* [Task requirements]:
Which lines of the entries below hold the word "where"? Report each of them.

* [Given entries]:
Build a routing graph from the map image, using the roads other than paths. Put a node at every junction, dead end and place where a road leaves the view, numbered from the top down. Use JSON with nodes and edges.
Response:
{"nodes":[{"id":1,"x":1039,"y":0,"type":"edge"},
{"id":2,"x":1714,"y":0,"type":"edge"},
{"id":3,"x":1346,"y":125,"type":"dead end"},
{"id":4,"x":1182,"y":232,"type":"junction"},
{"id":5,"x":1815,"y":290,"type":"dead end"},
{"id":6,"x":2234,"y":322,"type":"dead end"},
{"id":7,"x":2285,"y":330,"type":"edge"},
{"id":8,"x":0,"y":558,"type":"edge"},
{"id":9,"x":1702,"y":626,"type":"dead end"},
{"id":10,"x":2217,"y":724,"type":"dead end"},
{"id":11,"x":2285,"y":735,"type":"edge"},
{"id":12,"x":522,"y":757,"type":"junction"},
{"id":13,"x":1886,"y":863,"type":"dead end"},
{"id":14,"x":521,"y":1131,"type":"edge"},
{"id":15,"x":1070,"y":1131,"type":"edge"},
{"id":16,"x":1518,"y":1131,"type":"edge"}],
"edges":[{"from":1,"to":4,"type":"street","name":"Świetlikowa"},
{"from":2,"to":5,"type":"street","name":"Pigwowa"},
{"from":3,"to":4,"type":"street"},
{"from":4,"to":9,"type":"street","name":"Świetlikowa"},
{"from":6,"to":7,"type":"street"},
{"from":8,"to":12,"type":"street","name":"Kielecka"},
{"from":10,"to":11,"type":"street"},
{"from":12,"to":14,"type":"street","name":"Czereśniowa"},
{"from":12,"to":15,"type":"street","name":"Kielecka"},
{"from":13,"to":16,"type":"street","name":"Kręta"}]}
==
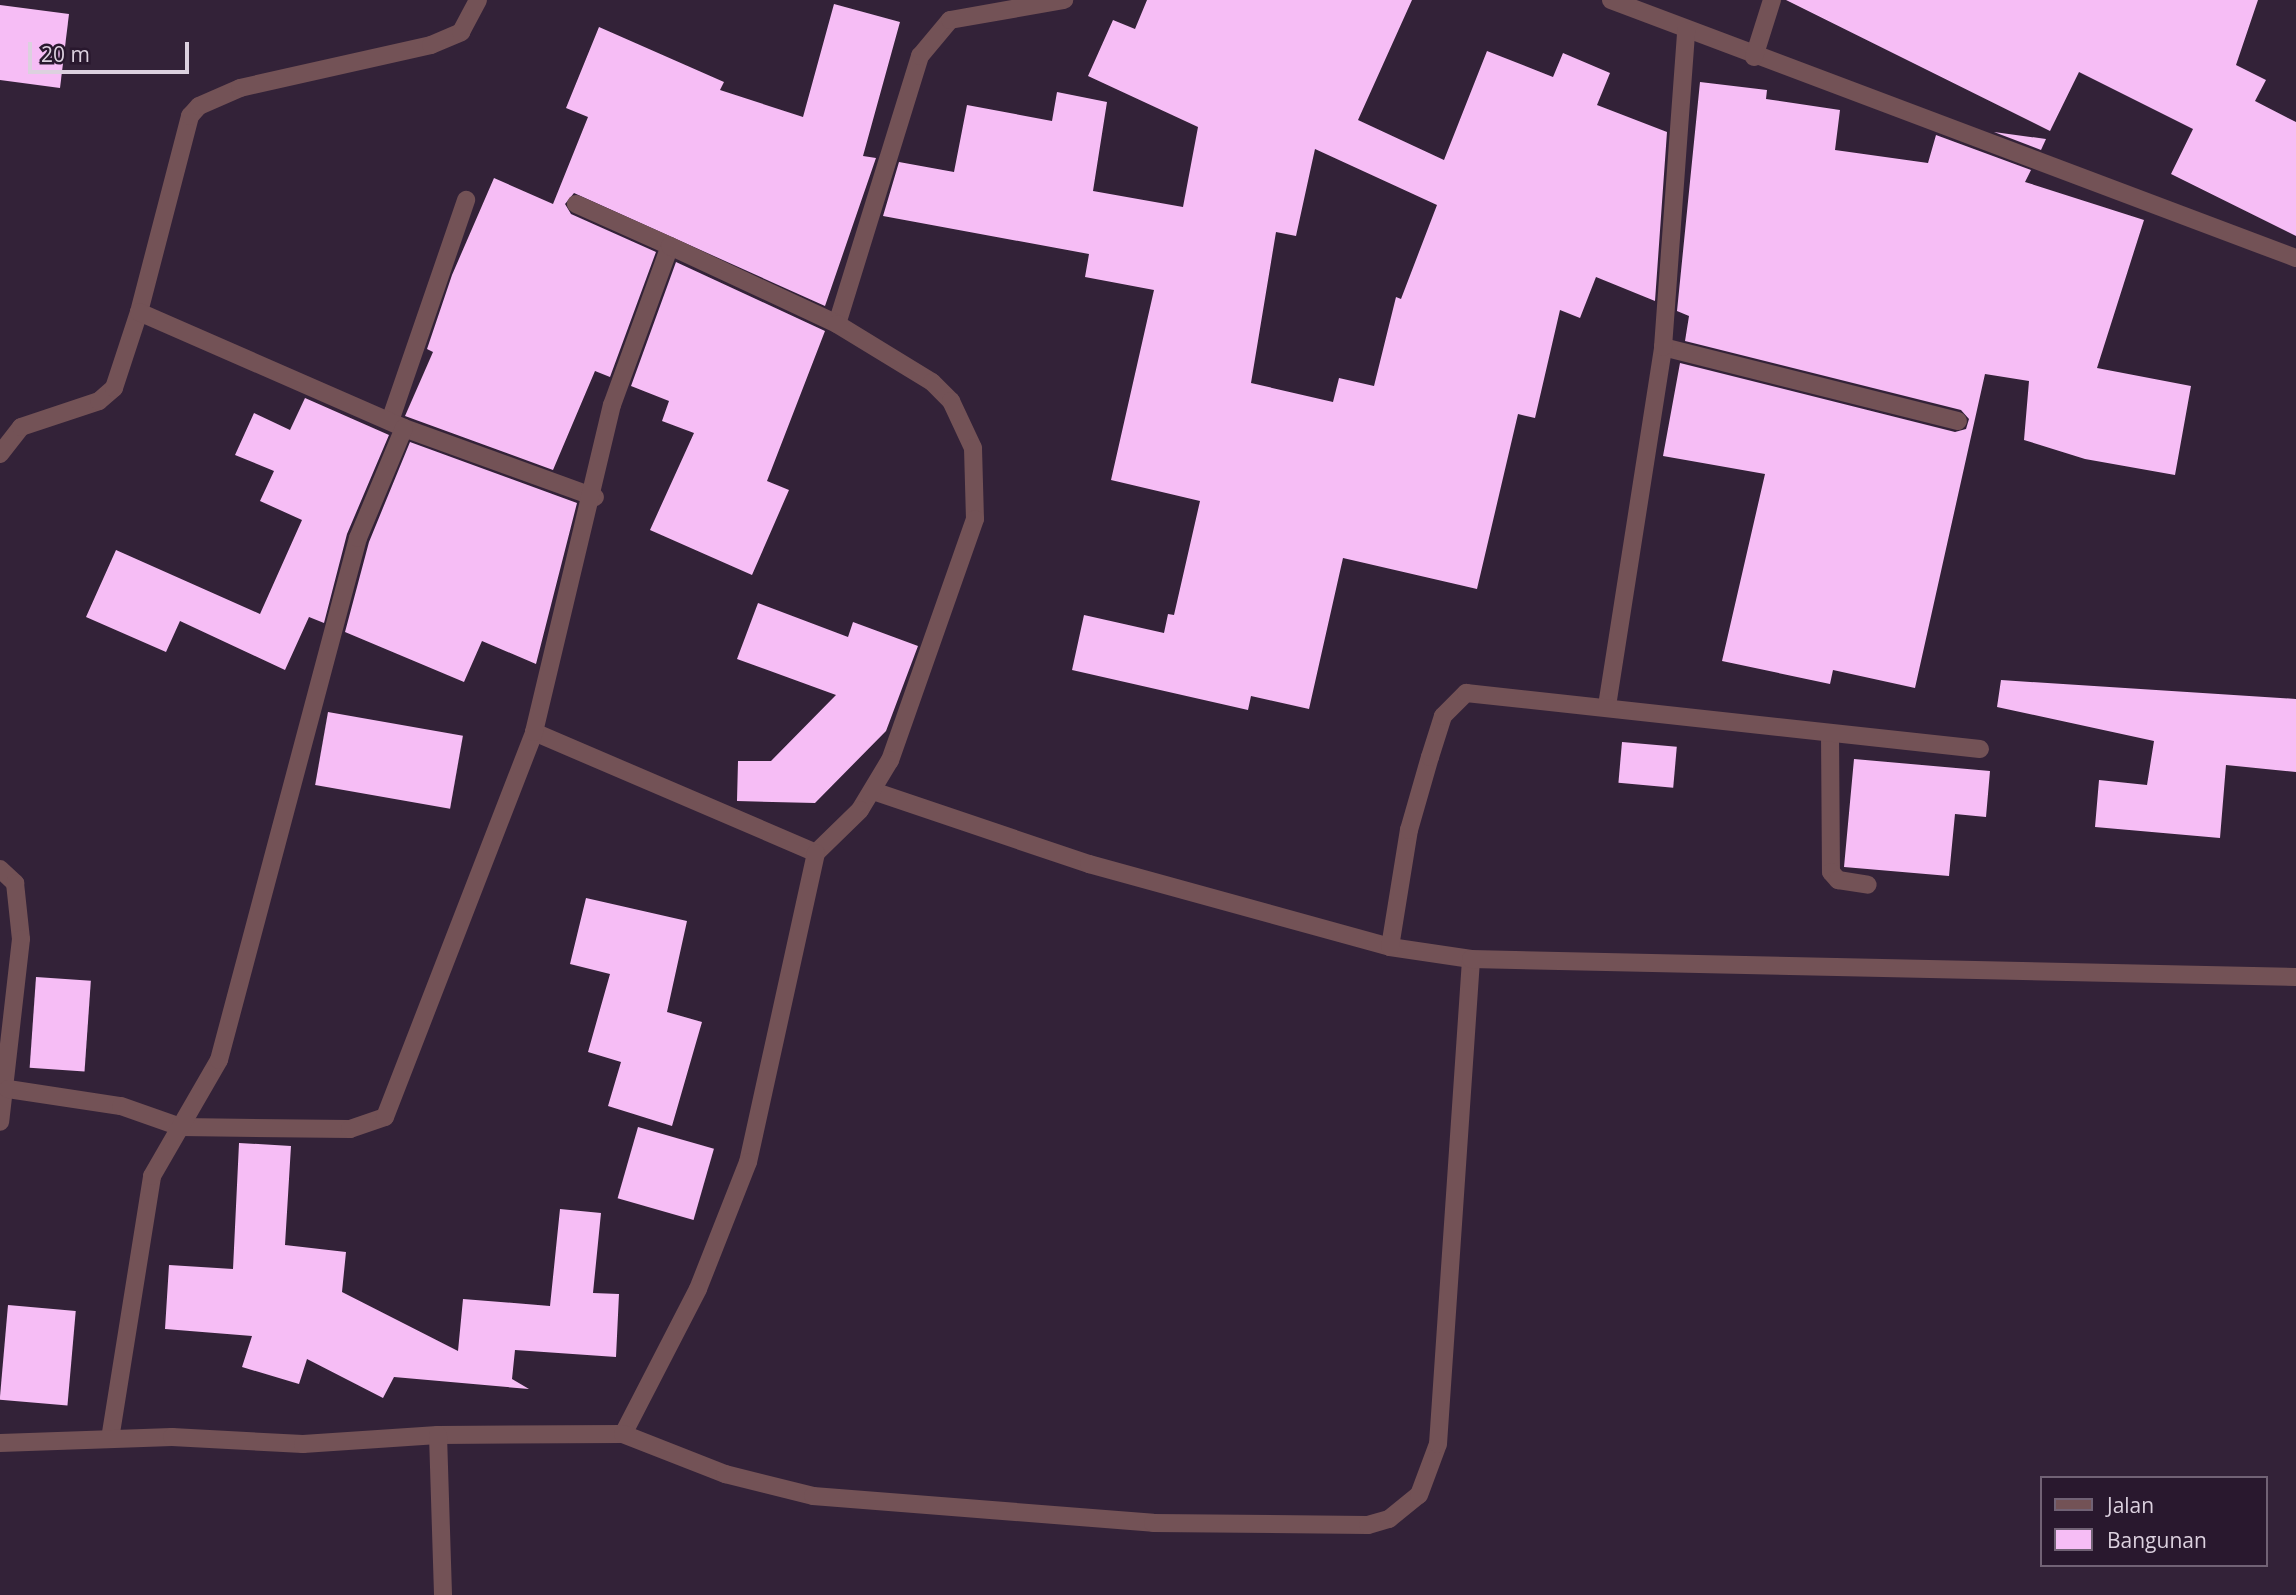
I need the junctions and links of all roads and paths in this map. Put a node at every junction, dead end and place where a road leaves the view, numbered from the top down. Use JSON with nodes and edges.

* [Expected answer]:
Build a routing graph from the map image, using the roads other than paths. Put a node at every junction, dead end and place where a road leaves the view, numbered from the top down. Use JSON with nodes and edges.
I need the junctions and links of all roads and paths in this map. Put a node at every junction, dead end and place where a road leaves the view, numbered from the top down. Use JSON with nodes and edges.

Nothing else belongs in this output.